++++ Available data ++++

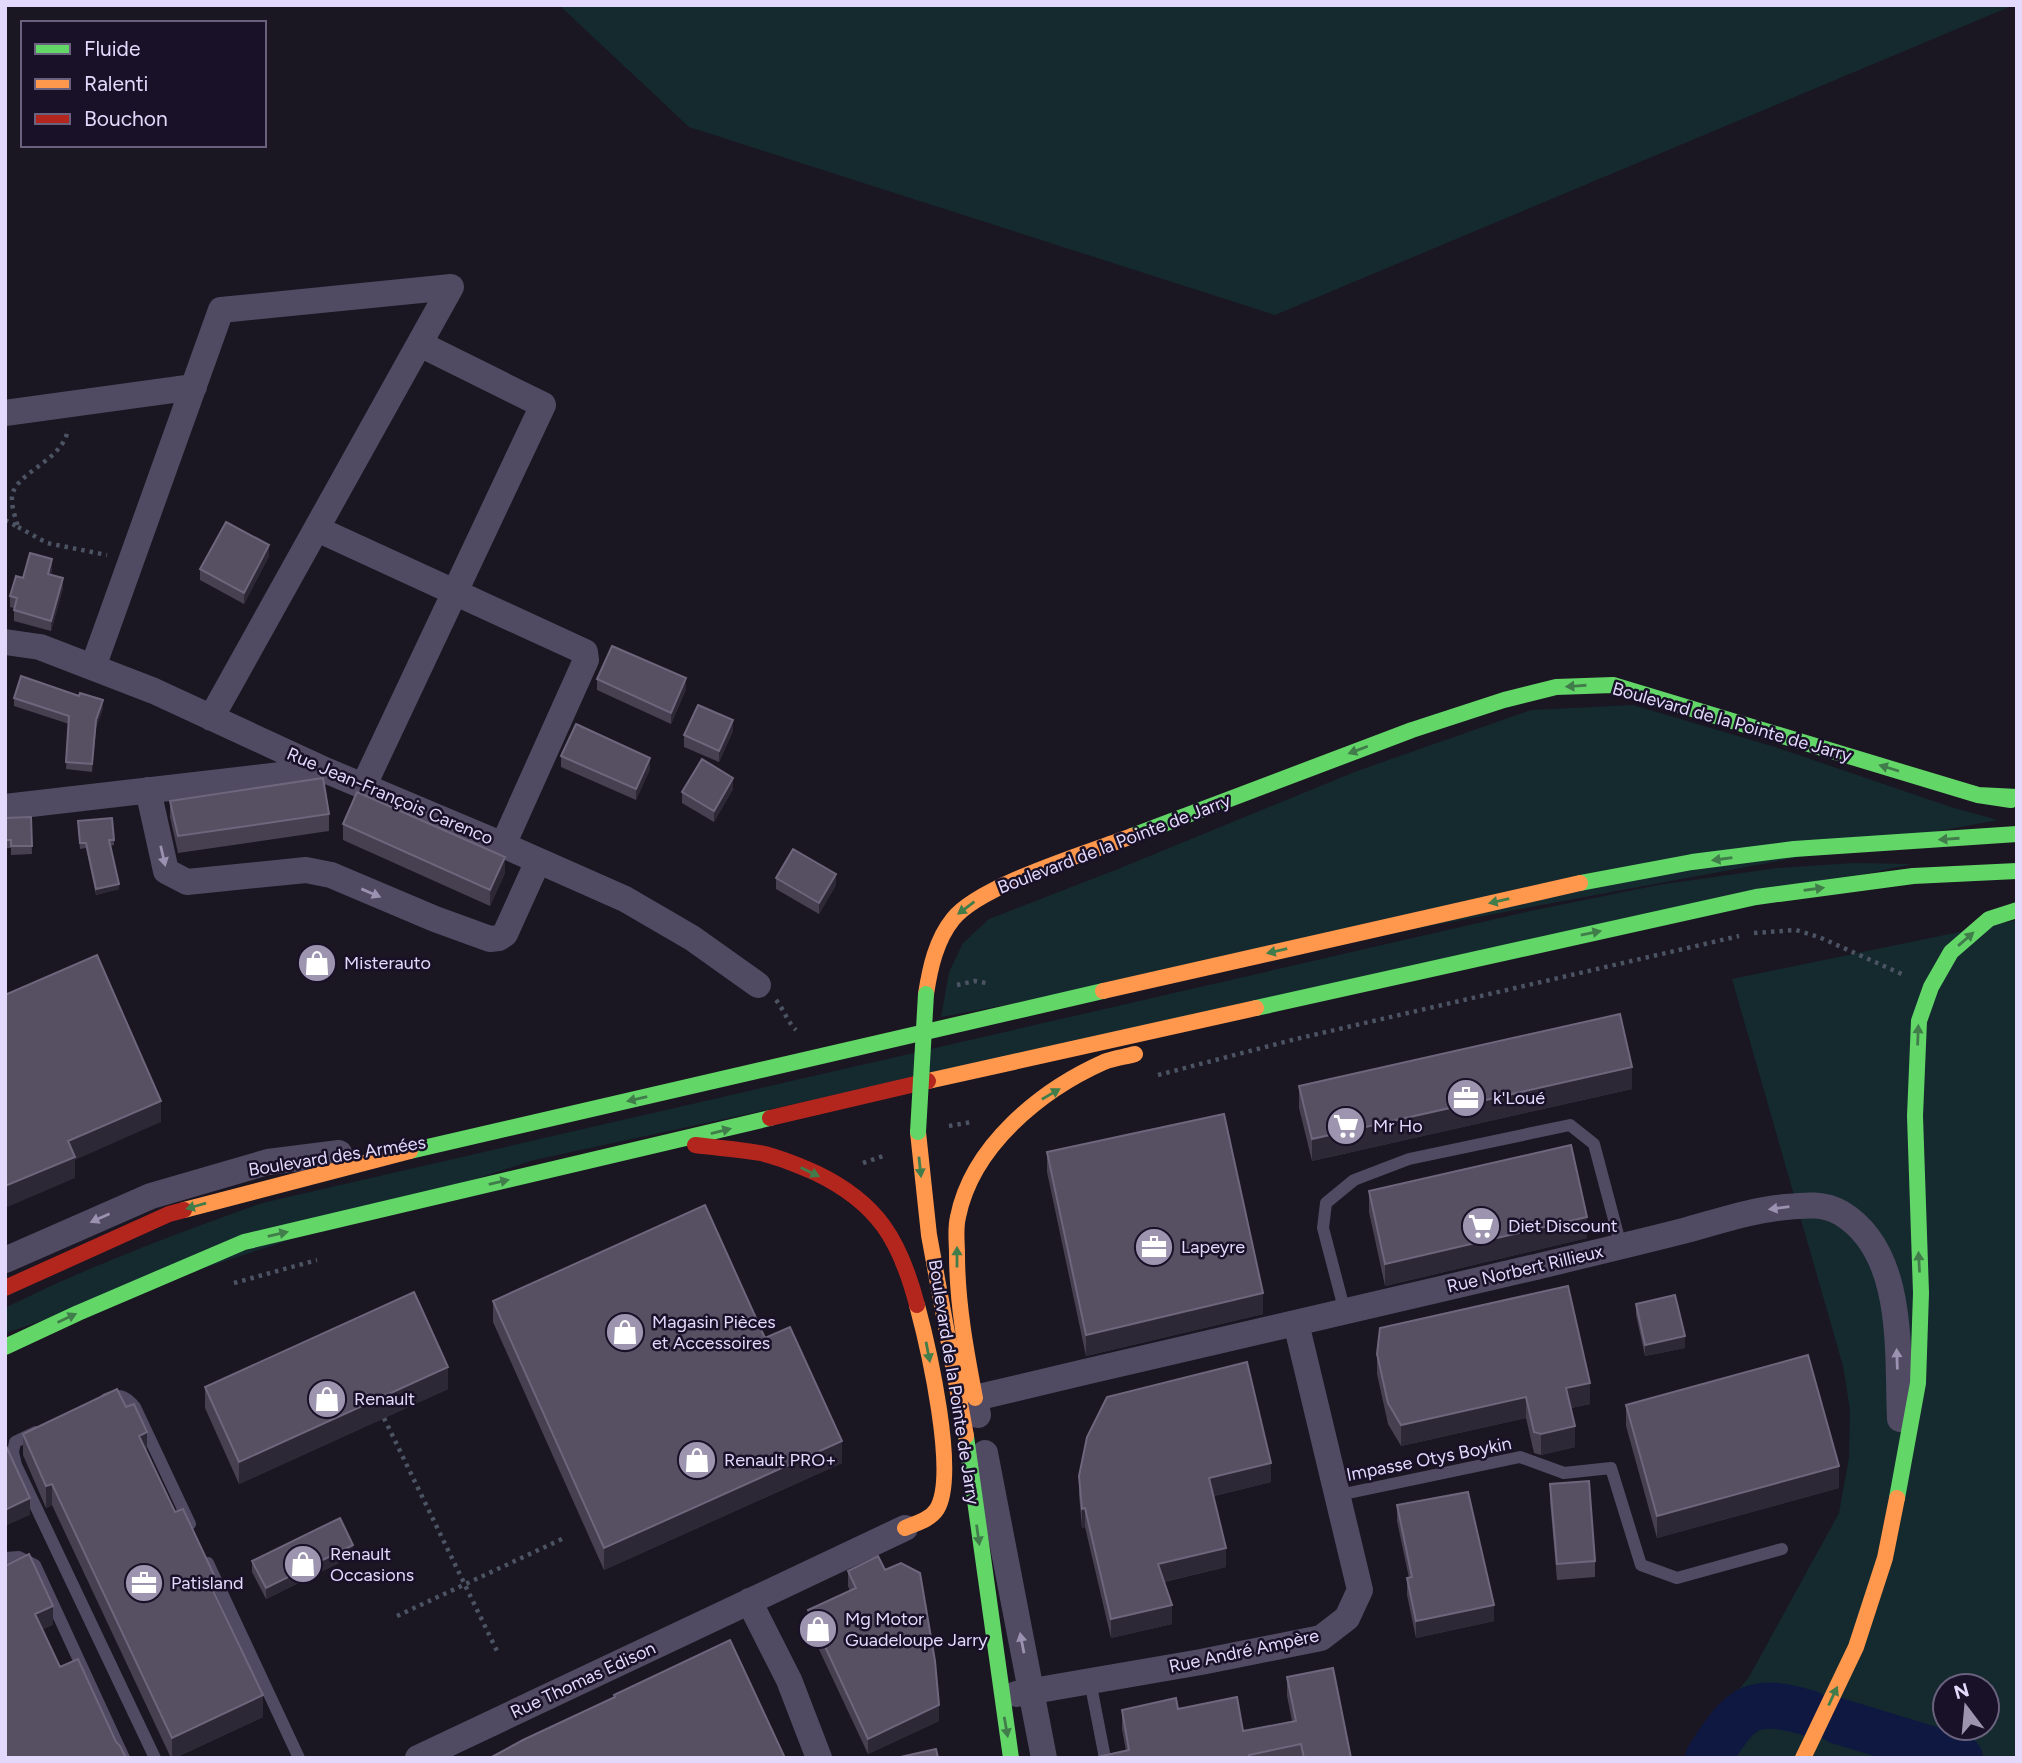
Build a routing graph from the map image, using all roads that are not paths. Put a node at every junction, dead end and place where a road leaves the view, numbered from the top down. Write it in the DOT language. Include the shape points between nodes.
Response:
graph roads {
  1 [pos="420,344"];
  2 [pos="194,387"];
  3 [pos="5,413"];
  4 [pos="317,529"];
  5 [pos="456,592"];
  6 [pos="5,642"];
  7 [pos="93,667"];
  8 [pos="211,718"];
  9 [pos="325,770"];
  10 [pos="363,786"];
  11 [pos="148,790"];
  12 [pos="2017,799"];
  13 [pos="5,807"];
  14 [pos="2017,835"];
  15 [pos="503,845"];
  16 [pos="538,861"];
  17 [pos="2017,871"];
  18 [pos="2017,910"];
  19 [pos="1452,962"];
  20 [pos="758,985"];
  21 [pos="1271,1021"];
  22 [pos="1157,1049"];
  23 [pos="476,1135"];
  24 [pos="673,1143"];
  25 [pos="1621,1246"];
  26 [pos="5,1260"];
  27 [pos="5,1288"];
  28 [pos="1345,1311"];
  29 [pos="1296,1323"];
  30 [pos="5,1347"];
  31 [pos="975,1398"];
  32 [pos="90,1407"];
  33 [pos="53,1424"];
  34 [pos="1902,1476"];
  35 [pos="1339,1495"];
  36 [pos="905,1528"];
  37 [pos="193,1532"];
  38 [pos="1782,1549"];
  39 [pos="205,1557"];
  40 [pos="5,1558"];
  41 [pos="748,1601"];
  42 [pos="1090,1681"];
  43 [pos="1031,1692"];
  44 [pos="1000,1697"];
  45 [pos="124,1758"];
  46 [pos="155,1758"];
  47 [pos="299,1758"];
  48 [pos="418,1758"];
  49 [pos="818,1758"];
  50 [pos="1011,1758"];
  51 [pos="1044,1758"];
  52 [pos="1105,1758"];
  53 [pos="1803,1758"];
  1 -- 2 [label="street" via="451,287 221,310"];
  1 -- 4 [label="street"];
  1 -- 5 [label="street" via="543,405"];
  2 -- 3 [label="street"];
  2 -- 7 [label="street"];
  4 -- 5 [label="street"];
  4 -- 8 [label="street"];
  5 -- 10 [label="street"];
  5 -- 15 [label="street" via="585,652 586,660"];
  6 -- 7 [label="street, Rue Jean-François Carenco" via="40,647"];
  7 -- 8 [label="street, Rue Jean-François Carenco"];
  8 -- 9 [label="street, Rue Jean-François Carenco"];
  9 -- 10 [label="street, Rue Jean-François Carenco"];
  9 -- 11 [label="street"];
  10 -- 15 [label="street, Rue Jean-François Carenco"];
  11 -- 13 [label="street"];
  11 -- 16 [label="street, one-way" via="166,871 187,882 306,870 490,939 505,934"];
  12 -- 44 [label="main road, Boulevard de la Pointe de Jarry, one-way, bridge" via="1978,795 1815,736 1613,685 1556,687 1412,730 999,887 962,909 936,950 926,994 918,1132 924,1201 961,1404"];
  14 -- 23 [label="main road, one-way" via="1793,849 1667,866"];
  15 -- 16 [label="street, Rue Jean-François Carenco"];
  16 -- 20 [label="street, Rue Jean-François Carenco" via="625,899 692,938"];
  19 -- 17 [label="main road, one-way" via="1756,897 1913,876"];
  34 -- 18 [label="main road, one-way" via="1918,1382 1920,1331 1914,1116 1919,1021 1931,986 1951,952 1989,919"];
  19 -- 21 [label="main road"];
  24 -- 19 [label="main road, one-way"];
  31 -- 22 [label="main road, one-way" via="957,1273 957,1219 967,1184 999,1138 1038,1101 1106,1061"];
  23 -- 26 [label="street, Boulevard des Armées, one-way" via="268,1162 151,1196"];
  23 -- 27 [label="main road, one-way" via="169,1214"];
  30 -- 24 [label="main road, one-way" via="244,1242"];
  24 -- 36 [label="main road, one-way" via="765,1154 832,1183 870,1208 893,1240 921,1317 939,1409 945,1481 930,1518"];
  25 -- 28 [label="street, Rue Norbert Rillieux"];
  25 -- 28 [label="lane" via="1594,1144 1570,1125 1409,1159 1354,1180 1326,1203 1323,1228"];
  34 -- 25 [label="street, Rue Norbert Rillieux, one-way" via="1897,1339 1888,1279 1881,1257 1856,1224 1820,1205 1785,1207"];
  28 -- 29 [label="street, Rue Norbert Rillieux"];
  29 -- 31 [label="street, Rue Norbert Rillieux"];
  29 -- 35 [label="street, Rue André Ampère"];
  43 -- 31 [label="street, Boulevard de la Pointe de Jarry, one-way"];
  32 -- 37 [label="lane" via="116,1395 127,1397"];
  33 -- 46 [label="lane" via="15,1442 16,1465"];
  53 -- 34 [label="main road, one-way" via="1856,1647 1885,1558"];
  35 -- 38 [label="lane, Impasse Otys Boykin" via="1520,1457 1564,1473 1611,1468 1641,1565 1677,1578"];
  35 -- 42 [label="street, Rue André Ampère" via="1360,1590 1347,1618 1321,1638"];
  36 -- 41 [label="street, Rue Thomas Edison"];
  39 -- 47 [label="lane"];
  40 -- 45 [label="lane" via="19,1557 35,1566"];
  41 -- 48 [label="street, Rue Thomas Edison"];
  41 -- 49 [label="street" via="789,1680"];
  42 -- 43 [label="street, Rue André Ampère"];
  42 -- 52 [label="lane"];
  43 -- 44 [label="street, Rue André Ampère"];
  43 -- 51 [label="street, Boulevard de la Pointe de Jarry"];
  44 -- 50 [label="main road, Boulevard de la Pointe de Jarry, one-way"];
}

++++

An exact transcription of the listing is required, and it must contain no pictures.

Build a routing graph from the map image, using all roads that are not paths. Put a node at every junction, dead end and place where a road leaves the view, numbered from the top down. Write it in the DOT language. Include the shape points between nodes.
Response:
graph roads {
  1 [pos="420,344"];
  2 [pos="194,387"];
  3 [pos="5,413"];
  4 [pos="317,529"];
  5 [pos="456,592"];
  6 [pos="5,642"];
  7 [pos="93,667"];
  8 [pos="211,718"];
  9 [pos="325,770"];
  10 [pos="363,786"];
  11 [pos="148,790"];
  12 [pos="2017,799"];
  13 [pos="5,807"];
  14 [pos="2017,835"];
  15 [pos="503,845"];
  16 [pos="538,861"];
  17 [pos="2017,871"];
  18 [pos="2017,910"];
  19 [pos="1452,962"];
  20 [pos="758,985"];
  21 [pos="1271,1021"];
  22 [pos="1157,1049"];
  23 [pos="476,1135"];
  24 [pos="673,1143"];
  25 [pos="1621,1246"];
  26 [pos="5,1260"];
  27 [pos="5,1288"];
  28 [pos="1345,1311"];
  29 [pos="1296,1323"];
  30 [pos="5,1347"];
  31 [pos="975,1398"];
  32 [pos="90,1407"];
  33 [pos="53,1424"];
  34 [pos="1902,1476"];
  35 [pos="1339,1495"];
  36 [pos="905,1528"];
  37 [pos="193,1532"];
  38 [pos="1782,1549"];
  39 [pos="205,1557"];
  40 [pos="5,1558"];
  41 [pos="748,1601"];
  42 [pos="1090,1681"];
  43 [pos="1031,1692"];
  44 [pos="1000,1697"];
  45 [pos="124,1758"];
  46 [pos="155,1758"];
  47 [pos="299,1758"];
  48 [pos="418,1758"];
  49 [pos="818,1758"];
  50 [pos="1011,1758"];
  51 [pos="1044,1758"];
  52 [pos="1105,1758"];
  53 [pos="1803,1758"];
  1 -- 2 [label="street" via="451,287 221,310"];
  1 -- 4 [label="street"];
  1 -- 5 [label="street" via="543,405"];
  2 -- 3 [label="street"];
  2 -- 7 [label="street"];
  4 -- 5 [label="street"];
  4 -- 8 [label="street"];
  5 -- 10 [label="street"];
  5 -- 15 [label="street" via="585,652 586,660"];
  6 -- 7 [label="street, Rue Jean-François Carenco" via="40,647"];
  7 -- 8 [label="street, Rue Jean-François Carenco"];
  8 -- 9 [label="street, Rue Jean-François Carenco"];
  9 -- 10 [label="street, Rue Jean-François Carenco"];
  9 -- 11 [label="street"];
  10 -- 15 [label="street, Rue Jean-François Carenco"];
  11 -- 13 [label="street"];
  11 -- 16 [label="street, one-way" via="166,871 187,882 306,870 490,939 505,934"];
  12 -- 44 [label="main road, Boulevard de la Pointe de Jarry, one-way, bridge" via="1978,795 1815,736 1613,685 1556,687 1412,730 999,887 962,909 936,950 926,994 918,1132 924,1201 961,1404"];
  14 -- 23 [label="main road, one-way" via="1793,849 1667,866"];
  15 -- 16 [label="street, Rue Jean-François Carenco"];
  16 -- 20 [label="street, Rue Jean-François Carenco" via="625,899 692,938"];
  19 -- 17 [label="main road, one-way" via="1756,897 1913,876"];
  34 -- 18 [label="main road, one-way" via="1918,1382 1920,1331 1914,1116 1919,1021 1931,986 1951,952 1989,919"];
  19 -- 21 [label="main road"];
  24 -- 19 [label="main road, one-way"];
  31 -- 22 [label="main road, one-way" via="957,1273 957,1219 967,1184 999,1138 1038,1101 1106,1061"];
  23 -- 26 [label="street, Boulevard des Armées, one-way" via="268,1162 151,1196"];
  23 -- 27 [label="main road, one-way" via="169,1214"];
  30 -- 24 [label="main road, one-way" via="244,1242"];
  24 -- 36 [label="main road, one-way" via="765,1154 832,1183 870,1208 893,1240 921,1317 939,1409 945,1481 930,1518"];
  25 -- 28 [label="street, Rue Norbert Rillieux"];
  25 -- 28 [label="lane" via="1594,1144 1570,1125 1409,1159 1354,1180 1326,1203 1323,1228"];
  34 -- 25 [label="street, Rue Norbert Rillieux, one-way" via="1897,1339 1888,1279 1881,1257 1856,1224 1820,1205 1785,1207"];
  28 -- 29 [label="street, Rue Norbert Rillieux"];
  29 -- 31 [label="street, Rue Norbert Rillieux"];
  29 -- 35 [label="street, Rue André Ampère"];
  43 -- 31 [label="street, Boulevard de la Pointe de Jarry, one-way"];
  32 -- 37 [label="lane" via="116,1395 127,1397"];
  33 -- 46 [label="lane" via="15,1442 16,1465"];
  53 -- 34 [label="main road, one-way" via="1856,1647 1885,1558"];
  35 -- 38 [label="lane, Impasse Otys Boykin" via="1520,1457 1564,1473 1611,1468 1641,1565 1677,1578"];
  35 -- 42 [label="street, Rue André Ampère" via="1360,1590 1347,1618 1321,1638"];
  36 -- 41 [label="street, Rue Thomas Edison"];
  39 -- 47 [label="lane"];
  40 -- 45 [label="lane" via="19,1557 35,1566"];
  41 -- 48 [label="street, Rue Thomas Edison"];
  41 -- 49 [label="street" via="789,1680"];
  42 -- 43 [label="street, Rue André Ampère"];
  42 -- 52 [label="lane"];
  43 -- 44 [label="street, Rue André Ampère"];
  43 -- 51 [label="street, Boulevard de la Pointe de Jarry"];
  44 -- 50 [label="main road, Boulevard de la Pointe de Jarry, one-way"];
}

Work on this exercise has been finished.